Quando questionada acerca do significado que a palavra “cristão” imprime ao partido (CDU), Merkel respondeu: “Vivemos num mundo onde podemos ir a qualquer lugar através da Internet. Dar às pessoas uma noção das suas raízes e valores é algo que, sob um ponto de vista cristão, pode ser bastante benéfico. O “C” também significa ver que todos os humanos têm falhas, incluindo os políticos. Eu vivi numa ditadura onde um grupo de pessoas pensava que estava historicamente determinado a governar os outros. Uma visão cristã exclui essa possibilidade.”[1]
Não é uma mulher de palco, apesar de desempenhar um dos papéis mais determinantes ao nível da esfera política internacional. Não parece gostar de ser o centro das atenções. Convém sublinhar que ela é a primeira mulher a liderar os destinos da Alemanha, facto que pode ser facilmente esquecido dado que nunca a ouvimos reclamar esse título ou vitória, apesar de nos seus mandatos ter dedicado especial atenção à desigualdade de oportunidades entre homens e mulheres ainda existente na Alemanha.
Simultaneamente, e apesar de o ser, nunca se apresentou como a “Presidente” de uma das nações mais importantes e influentes. As suas palavras coincidem com a sua actuação: “Acho que a Alemanha está destinada, em parte como resultado da sua posição geográfica, a ser um mediador e um factor de equilíbrio.”[2]
Eu vivi numa ditadura onde um grupo de pessoas pensava que estava historicamente determinado a governar os outros. Uma visão cristã exclui essa possibilidade.
2. Coragem
Para a filósofa Hannah Arendt, coragem é a virtude política por excelência, e que tem a ver com capacidade para agir e falar, revelar-se e expor-se na sua verdade, sem estar dependente do barómetro da aceitação e rejeição, ou do número de seguidores.[3] Para Arendt, sem esta coragem original não há verdadeira liberdade.

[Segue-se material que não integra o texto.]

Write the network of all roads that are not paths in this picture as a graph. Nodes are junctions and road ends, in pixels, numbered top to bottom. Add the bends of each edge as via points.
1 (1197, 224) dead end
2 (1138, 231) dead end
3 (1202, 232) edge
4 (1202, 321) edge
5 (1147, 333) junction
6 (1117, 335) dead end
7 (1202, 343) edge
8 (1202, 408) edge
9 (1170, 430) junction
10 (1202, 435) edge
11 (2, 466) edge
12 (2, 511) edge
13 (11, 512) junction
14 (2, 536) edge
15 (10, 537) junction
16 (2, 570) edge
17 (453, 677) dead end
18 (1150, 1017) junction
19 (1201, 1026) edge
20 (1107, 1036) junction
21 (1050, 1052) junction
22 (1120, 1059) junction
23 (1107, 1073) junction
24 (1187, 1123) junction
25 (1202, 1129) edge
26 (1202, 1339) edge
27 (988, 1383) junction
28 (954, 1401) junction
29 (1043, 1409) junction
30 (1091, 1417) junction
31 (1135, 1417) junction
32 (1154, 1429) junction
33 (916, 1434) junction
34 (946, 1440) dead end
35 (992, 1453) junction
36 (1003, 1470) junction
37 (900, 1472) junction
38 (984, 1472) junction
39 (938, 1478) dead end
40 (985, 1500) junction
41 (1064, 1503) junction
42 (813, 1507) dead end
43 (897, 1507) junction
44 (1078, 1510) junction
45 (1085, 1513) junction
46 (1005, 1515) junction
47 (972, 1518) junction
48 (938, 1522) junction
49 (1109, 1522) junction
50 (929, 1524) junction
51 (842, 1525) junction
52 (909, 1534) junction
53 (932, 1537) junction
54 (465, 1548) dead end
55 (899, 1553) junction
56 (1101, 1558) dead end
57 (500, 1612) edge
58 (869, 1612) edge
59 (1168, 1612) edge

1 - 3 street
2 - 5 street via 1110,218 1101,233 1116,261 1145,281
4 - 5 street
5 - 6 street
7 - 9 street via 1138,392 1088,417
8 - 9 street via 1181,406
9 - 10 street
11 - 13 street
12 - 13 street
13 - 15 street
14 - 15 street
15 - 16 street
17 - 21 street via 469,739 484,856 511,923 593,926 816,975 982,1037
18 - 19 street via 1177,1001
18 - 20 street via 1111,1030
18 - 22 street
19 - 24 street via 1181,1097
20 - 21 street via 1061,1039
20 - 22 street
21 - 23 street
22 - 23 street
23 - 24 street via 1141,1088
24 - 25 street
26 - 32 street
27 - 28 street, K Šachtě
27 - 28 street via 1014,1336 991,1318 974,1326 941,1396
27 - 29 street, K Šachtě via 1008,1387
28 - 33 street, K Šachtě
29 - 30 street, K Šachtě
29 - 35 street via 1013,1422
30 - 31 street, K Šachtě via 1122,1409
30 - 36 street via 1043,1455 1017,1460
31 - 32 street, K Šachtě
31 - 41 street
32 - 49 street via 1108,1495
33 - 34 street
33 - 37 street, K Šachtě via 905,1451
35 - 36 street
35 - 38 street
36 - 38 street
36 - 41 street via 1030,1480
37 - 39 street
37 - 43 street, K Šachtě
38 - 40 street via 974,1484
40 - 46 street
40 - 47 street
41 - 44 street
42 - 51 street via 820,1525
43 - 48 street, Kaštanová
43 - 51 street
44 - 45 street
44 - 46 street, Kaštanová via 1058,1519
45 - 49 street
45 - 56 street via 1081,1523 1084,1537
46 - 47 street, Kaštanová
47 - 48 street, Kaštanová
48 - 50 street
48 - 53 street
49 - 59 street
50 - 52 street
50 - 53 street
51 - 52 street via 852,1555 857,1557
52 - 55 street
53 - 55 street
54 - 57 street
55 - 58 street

Logo após ter sido eleita presidente do CDU em 2000, numa entrevista à revista Newsweek, Merkel revelou essa coragem, virtude que virá a desenvolver-se progressivamente à medida que vai conquistando o espaço e confiança políticas, num mundo marcadamente masculino. “O slogan que usámos nas eleições de 1998 foi ‘Segurança em vez de Risco’. Na minha opinião, devemos mudar isso para ‘Risco em vez de Segurança’.[4] O mundo está a mudar rapidamente e temos que ter a coragem de ver a mudança como algo positivo, em vez de ficarmos assustados com a mudança (…) Em 1989, na Alemanha do Leste, fomos confrontados com a necessidade de uma mudança total e radical. Em vez de nos deixarmos paralisar pelos riscos, decidimos tirar partido dessa oportunidade e isso trouxe-nos muito bem.”[5]
3. Mulher de Convicções e Princípios democráticos
Merkel é prontamente reconhecida pelo seu pragmatismo. Todavia, importa acrescentar que este pragmatismo é marcado por convicções sólidas, que são avaliadas mais pelo valor inerente do que pelos seus resultados. A “vocação europeia” de Merkel foi-se tornando mais evidente nos últimos anos.
Na entrevista ao Jornal The Guardian, quando questionada acerca do futuro e viabilidade da Europa, Merkel foi eloquente: “Em vez de se fazer a pergunta existencial com tanta frequência, devemos continuar com o trabalho diário. É do interesse de todos os Estados-Membros manter um mercado interno europeu forte e permanecer unidos na esfera mundial. Neste contexto tão extraordinário, confio que os Estados-membros terão maior interesse nas coisas que nos unem.”
Dois exemplos Concretos
A. Refugiados na Europa
Pondo em risco a sua recandidatura e popularidade, Merkel mostrou em gestos e medidas concretas o que significa ser solidário no espaço público e político. Deu testemunho. Para ela estavam em causa valores e princípios fundamentais que se sobrepunham aos “ses” da prudência política. “Se revelarmos coragem e mostrarmos o caminho, uma abordagem europeia comum torna-se mais provável (…) Se a Europa falhar na questão dos refugiados, trairá os seus princípios fundadores.”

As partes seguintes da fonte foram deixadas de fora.